"Pluto's smaller moons pose mysteries" features the SETI Institute's Mark Showalter

Dec. 1, 2015

Excerpt from sciencenews.com
Pluto and Charon might have been the stars of the New Horizons mission, but the dwarf planet’s four smaller moons have some surprises to share as well.
With images of Kerberos transmitted from the spacecraft on October 20, the Pluto family portrait is complete. The tiny moons Nix, Hydra, Kerberos and Styx are no longer pinpricks of light but textured, misshapen balls of ice that look quite different from both Pluto and Charon.

“It’s really cool that the Pluto system has all these different things,” says project scientist Hal Weaver of the Johns Hopkins University Applied Physics Laboratory in Laurel, Md. With data from the four moons, “we can put together a more complete picture of how the system formed and evolved over time.”
Three of the moons — and possibly all four — appear to have been assembled from two smaller bodies squished together. Images of Kerberos in particular are reminiscent of early pictures of comet 67P/Churyumov–Gerasimenko taken by the Rosetta spacecraft. The two lobes of 67P were probably once separate comets that gently collided and stuck (SN: 10/31/15, p. 17). Kerberos and its siblings might have a similar history.
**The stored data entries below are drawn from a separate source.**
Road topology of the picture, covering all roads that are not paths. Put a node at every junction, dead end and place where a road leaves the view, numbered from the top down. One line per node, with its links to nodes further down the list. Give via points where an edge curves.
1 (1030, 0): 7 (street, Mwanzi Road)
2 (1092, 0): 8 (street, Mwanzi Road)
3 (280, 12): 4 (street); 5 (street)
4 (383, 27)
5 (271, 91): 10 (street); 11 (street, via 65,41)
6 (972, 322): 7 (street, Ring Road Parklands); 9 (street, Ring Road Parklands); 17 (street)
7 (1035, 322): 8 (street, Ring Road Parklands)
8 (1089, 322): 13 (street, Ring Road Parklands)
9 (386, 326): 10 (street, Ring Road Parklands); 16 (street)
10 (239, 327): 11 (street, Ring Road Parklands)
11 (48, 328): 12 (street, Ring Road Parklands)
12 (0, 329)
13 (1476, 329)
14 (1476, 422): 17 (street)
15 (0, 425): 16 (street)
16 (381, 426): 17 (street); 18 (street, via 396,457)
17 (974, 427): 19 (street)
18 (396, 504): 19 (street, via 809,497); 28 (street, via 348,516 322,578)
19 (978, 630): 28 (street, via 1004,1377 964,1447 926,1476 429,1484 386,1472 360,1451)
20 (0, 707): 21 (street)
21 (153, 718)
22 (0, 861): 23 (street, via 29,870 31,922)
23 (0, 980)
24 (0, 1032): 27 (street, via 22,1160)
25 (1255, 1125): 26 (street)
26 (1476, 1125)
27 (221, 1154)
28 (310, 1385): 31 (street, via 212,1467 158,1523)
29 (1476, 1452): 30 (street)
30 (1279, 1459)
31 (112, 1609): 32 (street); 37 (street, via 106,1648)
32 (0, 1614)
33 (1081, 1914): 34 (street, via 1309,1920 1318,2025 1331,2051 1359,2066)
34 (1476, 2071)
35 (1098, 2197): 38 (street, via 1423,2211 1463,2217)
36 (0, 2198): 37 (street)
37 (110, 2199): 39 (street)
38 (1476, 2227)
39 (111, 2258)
A long-ago collision could have split proto-Pluto into Pluto and Charon, with the smaller satellites assembling out of the debris. Theorists, however, have trouble figuring out how to make that scenario work. “It’s a little bit mysterious how the four moons got there,” says Mark Showalter, a planetary scientist at the SETI Institute in Mountain View, Calif., who discovered Kerberos and Styx several years after New Horizons launched.
All four moons are tiny. Hydra — the largest — measures just 55 kilometers along its long axis; teeny Kerberos spans only 12 kilometers. Most of the sizes and even the elongated shapes were deduced ahead of New Horizons’ arrival by watching reflections change on their surfaces with the Hubble Space Telescope. “We were pretty much dead on,” says Showalter.